◆ WHAT THE EXERCISE ASKS ◆
All of the records need to be retyped exactly, with no line dropped.

(Beginning of DATA RECORDS)

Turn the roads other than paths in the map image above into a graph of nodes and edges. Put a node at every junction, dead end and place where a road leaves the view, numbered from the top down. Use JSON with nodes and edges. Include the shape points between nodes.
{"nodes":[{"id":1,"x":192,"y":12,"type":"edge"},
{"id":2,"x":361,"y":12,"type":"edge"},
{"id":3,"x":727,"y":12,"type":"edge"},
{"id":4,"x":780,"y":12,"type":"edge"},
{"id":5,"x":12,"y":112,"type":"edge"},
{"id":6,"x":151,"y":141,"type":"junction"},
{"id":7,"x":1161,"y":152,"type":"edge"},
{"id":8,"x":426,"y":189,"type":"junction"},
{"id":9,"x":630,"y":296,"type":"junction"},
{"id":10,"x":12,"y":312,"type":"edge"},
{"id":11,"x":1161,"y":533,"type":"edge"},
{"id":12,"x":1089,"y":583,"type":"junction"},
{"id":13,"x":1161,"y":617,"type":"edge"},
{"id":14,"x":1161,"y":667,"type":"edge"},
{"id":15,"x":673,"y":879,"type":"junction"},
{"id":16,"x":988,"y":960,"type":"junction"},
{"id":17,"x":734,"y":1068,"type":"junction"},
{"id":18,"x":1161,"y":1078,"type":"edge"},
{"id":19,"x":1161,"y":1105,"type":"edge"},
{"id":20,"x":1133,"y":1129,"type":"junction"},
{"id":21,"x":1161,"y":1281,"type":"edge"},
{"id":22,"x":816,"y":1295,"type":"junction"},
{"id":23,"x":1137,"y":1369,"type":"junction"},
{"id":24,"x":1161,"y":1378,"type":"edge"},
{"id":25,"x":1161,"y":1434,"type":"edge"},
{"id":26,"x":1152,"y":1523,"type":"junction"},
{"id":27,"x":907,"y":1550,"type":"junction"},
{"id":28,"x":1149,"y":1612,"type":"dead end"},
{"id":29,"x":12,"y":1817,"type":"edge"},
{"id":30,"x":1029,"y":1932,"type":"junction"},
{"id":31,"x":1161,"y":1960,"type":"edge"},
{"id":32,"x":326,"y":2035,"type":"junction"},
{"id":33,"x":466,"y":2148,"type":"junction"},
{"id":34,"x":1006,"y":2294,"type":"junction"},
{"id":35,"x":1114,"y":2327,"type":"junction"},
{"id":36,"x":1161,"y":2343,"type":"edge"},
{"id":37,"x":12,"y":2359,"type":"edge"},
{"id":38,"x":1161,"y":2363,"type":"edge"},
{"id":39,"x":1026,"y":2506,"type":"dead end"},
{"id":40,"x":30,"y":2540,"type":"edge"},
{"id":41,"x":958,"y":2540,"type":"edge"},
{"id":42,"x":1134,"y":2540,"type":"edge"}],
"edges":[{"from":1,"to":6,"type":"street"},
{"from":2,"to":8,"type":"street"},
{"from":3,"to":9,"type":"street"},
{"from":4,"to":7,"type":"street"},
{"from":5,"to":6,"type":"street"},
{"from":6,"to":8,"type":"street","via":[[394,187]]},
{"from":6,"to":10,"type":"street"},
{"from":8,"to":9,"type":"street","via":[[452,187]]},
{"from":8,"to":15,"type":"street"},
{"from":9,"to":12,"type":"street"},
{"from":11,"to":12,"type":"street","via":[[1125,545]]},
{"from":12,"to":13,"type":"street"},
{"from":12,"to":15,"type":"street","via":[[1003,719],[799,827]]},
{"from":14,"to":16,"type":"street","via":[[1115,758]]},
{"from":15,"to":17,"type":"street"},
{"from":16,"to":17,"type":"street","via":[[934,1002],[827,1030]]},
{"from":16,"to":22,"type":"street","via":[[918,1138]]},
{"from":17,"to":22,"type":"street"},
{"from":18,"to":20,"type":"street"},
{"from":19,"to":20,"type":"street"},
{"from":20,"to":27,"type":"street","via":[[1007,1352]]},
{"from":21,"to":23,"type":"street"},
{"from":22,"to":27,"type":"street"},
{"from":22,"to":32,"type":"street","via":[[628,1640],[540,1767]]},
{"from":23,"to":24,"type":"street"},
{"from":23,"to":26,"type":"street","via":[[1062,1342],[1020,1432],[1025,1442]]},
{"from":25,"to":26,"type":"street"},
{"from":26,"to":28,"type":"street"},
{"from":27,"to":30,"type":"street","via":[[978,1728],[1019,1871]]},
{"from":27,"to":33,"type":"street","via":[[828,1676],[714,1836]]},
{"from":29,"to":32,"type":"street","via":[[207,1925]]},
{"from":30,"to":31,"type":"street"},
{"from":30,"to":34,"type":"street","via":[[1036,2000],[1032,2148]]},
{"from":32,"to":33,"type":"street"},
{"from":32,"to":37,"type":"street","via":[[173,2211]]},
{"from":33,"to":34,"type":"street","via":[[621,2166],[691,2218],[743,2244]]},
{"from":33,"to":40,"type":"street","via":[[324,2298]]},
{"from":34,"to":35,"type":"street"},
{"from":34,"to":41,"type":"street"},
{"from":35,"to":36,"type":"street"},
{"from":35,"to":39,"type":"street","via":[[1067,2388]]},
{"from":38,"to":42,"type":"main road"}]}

(End of DATA RECORDS)

◆ SOLUTION TO THE EXERCISE ◆
Turn the roads other than paths in the map image above into a graph of nodes and edges. Put a node at every junction, dead end and place where a road leaves the view, numbered from the top down. Use JSON with nodes and edges. Include the shape points between nodes.
{"nodes":[{"id":1,"x":192,"y":12,"type":"edge"},
{"id":2,"x":361,"y":12,"type":"edge"},
{"id":3,"x":727,"y":12,"type":"edge"},
{"id":4,"x":780,"y":12,"type":"edge"},
{"id":5,"x":12,"y":112,"type":"edge"},
{"id":6,"x":151,"y":141,"type":"junction"},
{"id":7,"x":1161,"y":152,"type":"edge"},
{"id":8,"x":426,"y":189,"type":"junction"},
{"id":9,"x":630,"y":296,"type":"junction"},
{"id":10,"x":12,"y":312,"type":"edge"},
{"id":11,"x":1161,"y":533,"type":"edge"},
{"id":12,"x":1089,"y":583,"type":"junction"},
{"id":13,"x":1161,"y":617,"type":"edge"},
{"id":14,"x":1161,"y":667,"type":"edge"},
{"id":15,"x":673,"y":879,"type":"junction"},
{"id":16,"x":988,"y":960,"type":"junction"},
{"id":17,"x":734,"y":1068,"type":"junction"},
{"id":18,"x":1161,"y":1078,"type":"edge"},
{"id":19,"x":1161,"y":1105,"type":"edge"},
{"id":20,"x":1133,"y":1129,"type":"junction"},
{"id":21,"x":1161,"y":1281,"type":"edge"},
{"id":22,"x":816,"y":1295,"type":"junction"},
{"id":23,"x":1137,"y":1369,"type":"junction"},
{"id":24,"x":1161,"y":1378,"type":"edge"},
{"id":25,"x":1161,"y":1434,"type":"edge"},
{"id":26,"x":1152,"y":1523,"type":"junction"},
{"id":27,"x":907,"y":1550,"type":"junction"},
{"id":28,"x":1149,"y":1612,"type":"dead end"},
{"id":29,"x":12,"y":1817,"type":"edge"},
{"id":30,"x":1029,"y":1932,"type":"junction"},
{"id":31,"x":1161,"y":1960,"type":"edge"},
{"id":32,"x":326,"y":2035,"type":"junction"},
{"id":33,"x":466,"y":2148,"type":"junction"},
{"id":34,"x":1006,"y":2294,"type":"junction"},
{"id":35,"x":1114,"y":2327,"type":"junction"},
{"id":36,"x":1161,"y":2343,"type":"edge"},
{"id":37,"x":12,"y":2359,"type":"edge"},
{"id":38,"x":1161,"y":2363,"type":"edge"},
{"id":39,"x":1026,"y":2506,"type":"dead end"},
{"id":40,"x":30,"y":2540,"type":"edge"},
{"id":41,"x":958,"y":2540,"type":"edge"},
{"id":42,"x":1134,"y":2540,"type":"edge"}],
"edges":[{"from":1,"to":6,"type":"street"},
{"from":2,"to":8,"type":"street"},
{"from":3,"to":9,"type":"street"},
{"from":4,"to":7,"type":"street"},
{"from":5,"to":6,"type":"street"},
{"from":6,"to":8,"type":"street","via":[[394,187]]},
{"from":6,"to":10,"type":"street"},
{"from":8,"to":9,"type":"street","via":[[452,187]]},
{"from":8,"to":15,"type":"street"},
{"from":9,"to":12,"type":"street"},
{"from":11,"to":12,"type":"street","via":[[1125,545]]},
{"from":12,"to":13,"type":"street"},
{"from":12,"to":15,"type":"street","via":[[1003,719],[799,827]]},
{"from":14,"to":16,"type":"street","via":[[1115,758]]},
{"from":15,"to":17,"type":"street"},
{"from":16,"to":17,"type":"street","via":[[934,1002],[827,1030]]},
{"from":16,"to":22,"type":"street","via":[[918,1138]]},
{"from":17,"to":22,"type":"street"},
{"from":18,"to":20,"type":"street"},
{"from":19,"to":20,"type":"street"},
{"from":20,"to":27,"type":"street","via":[[1007,1352]]},
{"from":21,"to":23,"type":"street"},
{"from":22,"to":27,"type":"street"},
{"from":22,"to":32,"type":"street","via":[[628,1640],[540,1767]]},
{"from":23,"to":24,"type":"street"},
{"from":23,"to":26,"type":"street","via":[[1062,1342],[1020,1432],[1025,1442]]},
{"from":25,"to":26,"type":"street"},
{"from":26,"to":28,"type":"street"},
{"from":27,"to":30,"type":"street","via":[[978,1728],[1019,1871]]},
{"from":27,"to":33,"type":"street","via":[[828,1676],[714,1836]]},
{"from":29,"to":32,"type":"street","via":[[207,1925]]},
{"from":30,"to":31,"type":"street"},
{"from":30,"to":34,"type":"street","via":[[1036,2000],[1032,2148]]},
{"from":32,"to":33,"type":"street"},
{"from":32,"to":37,"type":"street","via":[[173,2211]]},
{"from":33,"to":34,"type":"street","via":[[621,2166],[691,2218],[743,2244]]},
{"from":33,"to":40,"type":"street","via":[[324,2298]]},
{"from":34,"to":35,"type":"street"},
{"from":34,"to":41,"type":"street"},
{"from":35,"to":36,"type":"street"},
{"from":35,"to":39,"type":"street","via":[[1067,2388]]},
{"from":38,"to":42,"type":"main road"}]}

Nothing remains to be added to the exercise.